Data shown -
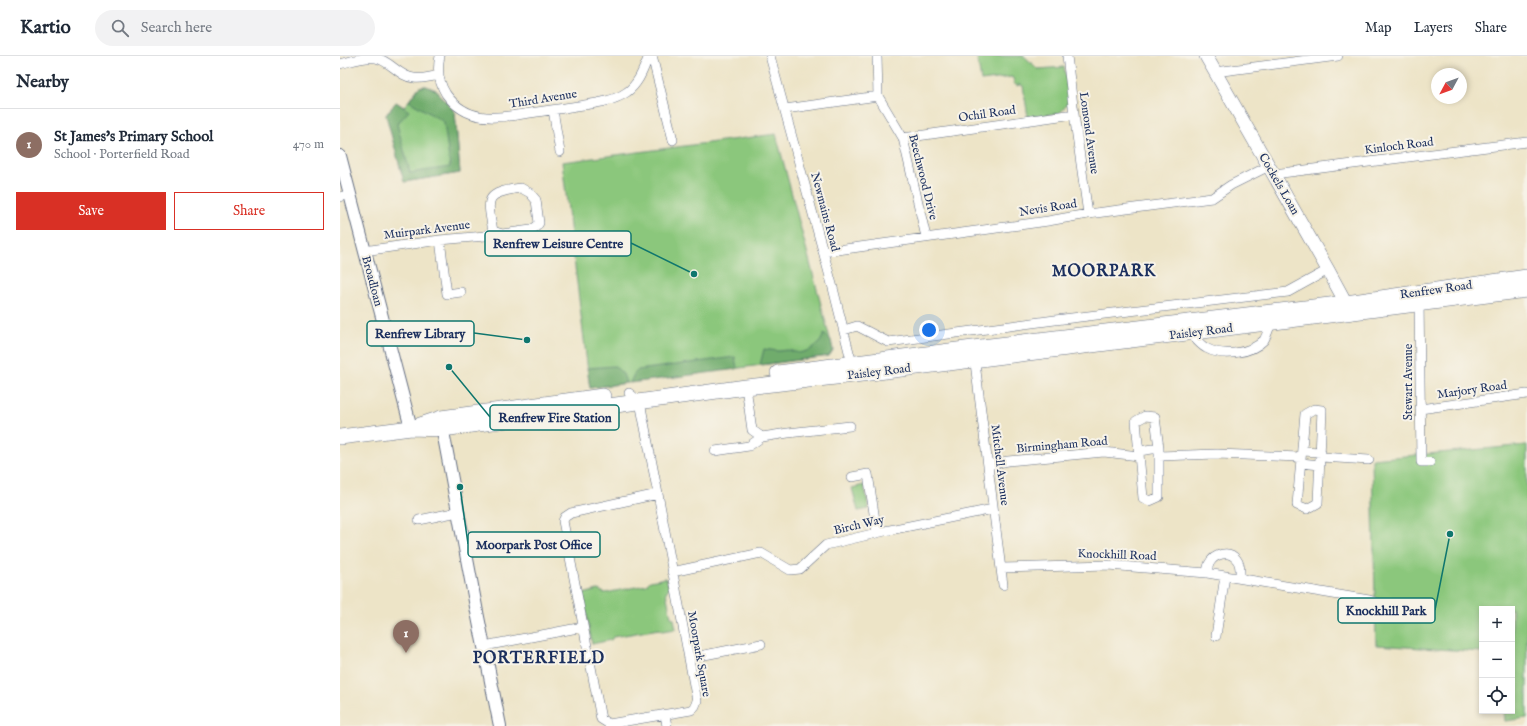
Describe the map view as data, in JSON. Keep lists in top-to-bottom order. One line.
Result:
{"streets":{"main road":["Cockels Loan","Renfrew Road","Paisley Road"],"street":["Third Avenue","Ochil Road","Lomond Avenue","Kinloch Road","Beechwood Drive","Nevis Road","Newmains Road","Muirpark Avenue","Broadloan","Stewart Avenue","Marjory Road","Birmingham Road","Mitchell Avenue","Birch Way","Knockhill Road","Moorpark Square"]},"crossings":[["Ochil Road","Lomond Avenue"],["Ochil Road","Beechwood Drive"],["Lomond Avenue","Nevis Road"],["Kinloch Road","Cockels Loan"],["Kinloch Road","Nevis Road"],["Beechwood Drive","Nevis Road"],["Cockels Loan","Nevis Road"],["Cockels Loan","Renfrew Road"],["Cockels Loan","Paisley Road"],["Nevis Road","Newmains Road"],["Newmains Road","Paisley Road"],["Muirpark Avenue","Broadloan"],["Broadloan","Paisley Road"],["Renfrew Road","Paisley Road"],["Renfrew Road","Stewart Avenue"],["Paisley Road","Mitchell Avenue"],["Paisley Road","Moorpark Square"],["Stewart Avenue","Marjory Road"],["Birmingham Road","Mitchell Avenue"],["Mitchell Avenue","Birch Way"],["Mitchell Avenue","Knockhill Road"],["Birch Way","Moorpark Square"]],"districts":["MOORPARK","PORTERFIELD"],"places":["Renfrew Leisure Centre","Renfrew Library","Renfrew Fire Station","Moorpark Post Office","Knockhill Park"],"north":"bottom left","page":{"header":"Kartio","search":"Search here","nav":["Map","Layers","Share"],"heading":"Nearby","list":[{"mark":"1","name":"St James's Primary School","note":"School · Porterfield Road","value":"470 m"}],"buttons":["Save","Share"],"map_buttons":["+","−"],"pins":"1"}}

What to work on -
Could you print the listing above word for word, without its pictures?

Answer to the exercise -
Describe the map view as data, in JSON. Keep lists in top-to-bottom order. One line.
Result:
{"streets":{"main road":["Cockels Loan","Renfrew Road","Paisley Road"],"street":["Third Avenue","Ochil Road","Lomond Avenue","Kinloch Road","Beechwood Drive","Nevis Road","Newmains Road","Muirpark Avenue","Broadloan","Stewart Avenue","Marjory Road","Birmingham Road","Mitchell Avenue","Birch Way","Knockhill Road","Moorpark Square"]},"crossings":[["Ochil Road","Lomond Avenue"],["Ochil Road","Beechwood Drive"],["Lomond Avenue","Nevis Road"],["Kinloch Road","Cockels Loan"],["Kinloch Road","Nevis Road"],["Beechwood Drive","Nevis Road"],["Cockels Loan","Nevis Road"],["Cockels Loan","Renfrew Road"],["Cockels Loan","Paisley Road"],["Nevis Road","Newmains Road"],["Newmains Road","Paisley Road"],["Muirpark Avenue","Broadloan"],["Broadloan","Paisley Road"],["Renfrew Road","Paisley Road"],["Renfrew Road","Stewart Avenue"],["Paisley Road","Mitchell Avenue"],["Paisley Road","Moorpark Square"],["Stewart Avenue","Marjory Road"],["Birmingham Road","Mitchell Avenue"],["Mitchell Avenue","Birch Way"],["Mitchell Avenue","Knockhill Road"],["Birch Way","Moorpark Square"]],"districts":["MOORPARK","PORTERFIELD"],"places":["Renfrew Leisure Centre","Renfrew Library","Renfrew Fire Station","Moorpark Post Office","Knockhill Park"],"north":"bottom left","page":{"header":"Kartio","search":"Search here","nav":["Map","Layers","Share"],"heading":"Nearby","list":[{"mark":"1","name":"St James's Primary School","note":"School · Porterfield Road","value":"470 m"}],"buttons":["Save","Share"],"map_buttons":["+","−"],"pins":"1"}}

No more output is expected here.